**What the task requires**
Set down all of the data again, character for character.

Records shown section start

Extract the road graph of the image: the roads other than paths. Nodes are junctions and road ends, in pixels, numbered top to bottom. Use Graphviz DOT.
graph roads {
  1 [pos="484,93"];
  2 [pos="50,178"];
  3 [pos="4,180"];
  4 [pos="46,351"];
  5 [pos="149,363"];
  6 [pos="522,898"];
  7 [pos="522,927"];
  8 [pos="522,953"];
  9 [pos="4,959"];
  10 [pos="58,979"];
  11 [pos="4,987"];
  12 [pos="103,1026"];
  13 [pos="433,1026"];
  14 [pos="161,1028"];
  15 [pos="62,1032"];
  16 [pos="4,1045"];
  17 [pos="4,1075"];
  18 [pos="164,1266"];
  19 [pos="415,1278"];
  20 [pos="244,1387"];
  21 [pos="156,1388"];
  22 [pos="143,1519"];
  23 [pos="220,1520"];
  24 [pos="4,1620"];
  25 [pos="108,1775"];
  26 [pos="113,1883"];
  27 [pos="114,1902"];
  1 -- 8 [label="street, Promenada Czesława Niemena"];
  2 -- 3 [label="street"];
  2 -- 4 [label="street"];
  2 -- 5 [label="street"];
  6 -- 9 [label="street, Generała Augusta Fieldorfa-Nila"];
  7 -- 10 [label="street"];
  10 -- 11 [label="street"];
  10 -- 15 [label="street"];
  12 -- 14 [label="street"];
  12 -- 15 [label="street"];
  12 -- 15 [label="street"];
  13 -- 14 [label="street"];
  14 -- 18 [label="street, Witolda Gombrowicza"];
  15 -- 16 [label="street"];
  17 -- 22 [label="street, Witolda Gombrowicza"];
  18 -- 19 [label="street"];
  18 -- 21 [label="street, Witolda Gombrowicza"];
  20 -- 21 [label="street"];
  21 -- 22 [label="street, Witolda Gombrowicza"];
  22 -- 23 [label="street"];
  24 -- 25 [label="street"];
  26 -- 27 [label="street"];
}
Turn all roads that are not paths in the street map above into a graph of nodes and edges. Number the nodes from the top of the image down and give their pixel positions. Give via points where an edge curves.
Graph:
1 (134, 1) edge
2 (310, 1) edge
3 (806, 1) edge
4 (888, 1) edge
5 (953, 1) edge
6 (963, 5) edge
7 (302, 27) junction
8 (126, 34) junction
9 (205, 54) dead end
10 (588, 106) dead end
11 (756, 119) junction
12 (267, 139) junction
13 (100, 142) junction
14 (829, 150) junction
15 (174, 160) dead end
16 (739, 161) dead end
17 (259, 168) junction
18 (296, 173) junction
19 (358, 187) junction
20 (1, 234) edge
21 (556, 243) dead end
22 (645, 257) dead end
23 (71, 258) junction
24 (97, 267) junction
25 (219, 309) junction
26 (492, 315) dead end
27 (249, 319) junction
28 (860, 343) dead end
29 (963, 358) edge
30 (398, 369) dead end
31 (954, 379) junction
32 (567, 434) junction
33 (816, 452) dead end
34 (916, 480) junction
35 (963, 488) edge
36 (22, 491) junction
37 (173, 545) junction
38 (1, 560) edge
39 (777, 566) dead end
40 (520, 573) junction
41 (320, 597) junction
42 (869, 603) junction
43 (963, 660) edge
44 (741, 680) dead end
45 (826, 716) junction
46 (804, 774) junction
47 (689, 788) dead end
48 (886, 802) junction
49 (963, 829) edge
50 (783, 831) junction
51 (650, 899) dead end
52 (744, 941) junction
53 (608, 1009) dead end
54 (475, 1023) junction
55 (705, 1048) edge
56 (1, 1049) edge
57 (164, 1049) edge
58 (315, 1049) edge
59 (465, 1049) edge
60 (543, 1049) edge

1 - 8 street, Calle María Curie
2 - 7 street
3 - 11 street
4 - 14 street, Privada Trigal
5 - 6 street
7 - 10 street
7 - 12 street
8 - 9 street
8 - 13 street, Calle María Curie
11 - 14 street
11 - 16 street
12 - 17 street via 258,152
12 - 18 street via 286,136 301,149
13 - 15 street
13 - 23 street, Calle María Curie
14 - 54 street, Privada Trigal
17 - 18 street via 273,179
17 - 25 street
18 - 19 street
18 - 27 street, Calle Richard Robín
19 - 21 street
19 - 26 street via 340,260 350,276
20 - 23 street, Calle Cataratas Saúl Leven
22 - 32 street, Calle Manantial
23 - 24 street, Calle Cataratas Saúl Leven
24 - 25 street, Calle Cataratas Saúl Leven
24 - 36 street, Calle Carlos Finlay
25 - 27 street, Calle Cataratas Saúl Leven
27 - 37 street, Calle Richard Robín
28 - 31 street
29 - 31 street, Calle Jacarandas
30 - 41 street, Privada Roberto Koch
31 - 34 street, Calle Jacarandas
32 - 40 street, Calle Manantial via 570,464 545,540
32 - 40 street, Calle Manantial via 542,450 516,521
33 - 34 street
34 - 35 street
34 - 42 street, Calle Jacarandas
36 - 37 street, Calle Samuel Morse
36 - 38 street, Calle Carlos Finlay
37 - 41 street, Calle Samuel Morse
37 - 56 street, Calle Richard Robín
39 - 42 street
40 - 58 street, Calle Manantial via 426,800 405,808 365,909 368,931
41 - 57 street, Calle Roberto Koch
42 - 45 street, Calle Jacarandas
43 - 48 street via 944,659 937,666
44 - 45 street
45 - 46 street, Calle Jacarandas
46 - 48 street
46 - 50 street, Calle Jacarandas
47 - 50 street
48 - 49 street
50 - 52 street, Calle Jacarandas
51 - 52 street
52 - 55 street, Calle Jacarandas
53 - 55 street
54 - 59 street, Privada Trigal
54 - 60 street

Records shown section end

**Answer space**
Extract the road graph of the image: the roads other than paths. Nodes are junctions and road ends, in pixels, numbered top to bottom. Use Graphviz DOT.
graph roads {
  1 [pos="484,93"];
  2 [pos="50,178"];
  3 [pos="4,180"];
  4 [pos="46,351"];
  5 [pos="149,363"];
  6 [pos="522,898"];
  7 [pos="522,927"];
  8 [pos="522,953"];
  9 [pos="4,959"];
  10 [pos="58,979"];
  11 [pos="4,987"];
  12 [pos="103,1026"];
  13 [pos="433,1026"];
  14 [pos="161,1028"];
  15 [pos="62,1032"];
  16 [pos="4,1045"];
  17 [pos="4,1075"];
  18 [pos="164,1266"];
  19 [pos="415,1278"];
  20 [pos="244,1387"];
  21 [pos="156,1388"];
  22 [pos="143,1519"];
  23 [pos="220,1520"];
  24 [pos="4,1620"];
  25 [pos="108,1775"];
  26 [pos="113,1883"];
  27 [pos="114,1902"];
  1 -- 8 [label="street, Promenada Czesława Niemena"];
  2 -- 3 [label="street"];
  2 -- 4 [label="street"];
  2 -- 5 [label="street"];
  6 -- 9 [label="street, Generała Augusta Fieldorfa-Nila"];
  7 -- 10 [label="street"];
  10 -- 11 [label="street"];
  10 -- 15 [label="street"];
  12 -- 14 [label="street"];
  12 -- 15 [label="street"];
  12 -- 15 [label="street"];
  13 -- 14 [label="street"];
  14 -- 18 [label="street, Witolda Gombrowicza"];
  15 -- 16 [label="street"];
  17 -- 22 [label="street, Witolda Gombrowicza"];
  18 -- 19 [label="street"];
  18 -- 21 [label="street, Witolda Gombrowicza"];
  20 -- 21 [label="street"];
  21 -- 22 [label="street, Witolda Gombrowicza"];
  22 -- 23 [label="street"];
  24 -- 25 [label="street"];
  26 -- 27 [label="street"];
}
Turn all roads that are not paths in the street map above into a graph of nodes and edges. Number the nodes from the top of the image down and give their pixel positions. Give via points where an edge curves.
Graph:
1 (134, 1) edge
2 (310, 1) edge
3 (806, 1) edge
4 (888, 1) edge
5 (953, 1) edge
6 (963, 5) edge
7 (302, 27) junction
8 (126, 34) junction
9 (205, 54) dead end
10 (588, 106) dead end
11 (756, 119) junction
12 (267, 139) junction
13 (100, 142) junction
14 (829, 150) junction
15 (174, 160) dead end
16 (739, 161) dead end
17 (259, 168) junction
18 (296, 173) junction
19 (358, 187) junction
20 (1, 234) edge
21 (556, 243) dead end
22 (645, 257) dead end
23 (71, 258) junction
24 (97, 267) junction
25 (219, 309) junction
26 (492, 315) dead end
27 (249, 319) junction
28 (860, 343) dead end
29 (963, 358) edge
30 (398, 369) dead end
31 (954, 379) junction
32 (567, 434) junction
33 (816, 452) dead end
34 (916, 480) junction
35 (963, 488) edge
36 (22, 491) junction
37 (173, 545) junction
38 (1, 560) edge
39 (777, 566) dead end
40 (520, 573) junction
41 (320, 597) junction
42 (869, 603) junction
43 (963, 660) edge
44 (741, 680) dead end
45 (826, 716) junction
46 (804, 774) junction
47 (689, 788) dead end
48 (886, 802) junction
49 (963, 829) edge
50 (783, 831) junction
51 (650, 899) dead end
52 (744, 941) junction
53 (608, 1009) dead end
54 (475, 1023) junction
55 (705, 1048) edge
56 (1, 1049) edge
57 (164, 1049) edge
58 (315, 1049) edge
59 (465, 1049) edge
60 (543, 1049) edge

1 - 8 street, Calle María Curie
2 - 7 street
3 - 11 street
4 - 14 street, Privada Trigal
5 - 6 street
7 - 10 street
7 - 12 street
8 - 9 street
8 - 13 street, Calle María Curie
11 - 14 street
11 - 16 street
12 - 17 street via 258,152
12 - 18 street via 286,136 301,149
13 - 15 street
13 - 23 street, Calle María Curie
14 - 54 street, Privada Trigal
17 - 18 street via 273,179
17 - 25 street
18 - 19 street
18 - 27 street, Calle Richard Robín
19 - 21 street
19 - 26 street via 340,260 350,276
20 - 23 street, Calle Cataratas Saúl Leven
22 - 32 street, Calle Manantial
23 - 24 street, Calle Cataratas Saúl Leven
24 - 25 street, Calle Cataratas Saúl Leven
24 - 36 street, Calle Carlos Finlay
25 - 27 street, Calle Cataratas Saúl Leven
27 - 37 street, Calle Richard Robín
28 - 31 street
29 - 31 street, Calle Jacarandas
30 - 41 street, Privada Roberto Koch
31 - 34 street, Calle Jacarandas
32 - 40 street, Calle Manantial via 570,464 545,540
32 - 40 street, Calle Manantial via 542,450 516,521
33 - 34 street
34 - 35 street
34 - 42 street, Calle Jacarandas
36 - 37 street, Calle Samuel Morse
36 - 38 street, Calle Carlos Finlay
37 - 41 street, Calle Samuel Morse
37 - 56 street, Calle Richard Robín
39 - 42 street
40 - 58 street, Calle Manantial via 426,800 405,808 365,909 368,931
41 - 57 street, Calle Roberto Koch
42 - 45 street, Calle Jacarandas
43 - 48 street via 944,659 937,666
44 - 45 street
45 - 46 street, Calle Jacarandas
46 - 48 street
46 - 50 street, Calle Jacarandas
47 - 50 street
48 - 49 street
50 - 52 street, Calle Jacarandas
51 - 52 street
52 - 55 street, Calle Jacarandas
53 - 55 street
54 - 59 street, Privada Trigal
54 - 60 street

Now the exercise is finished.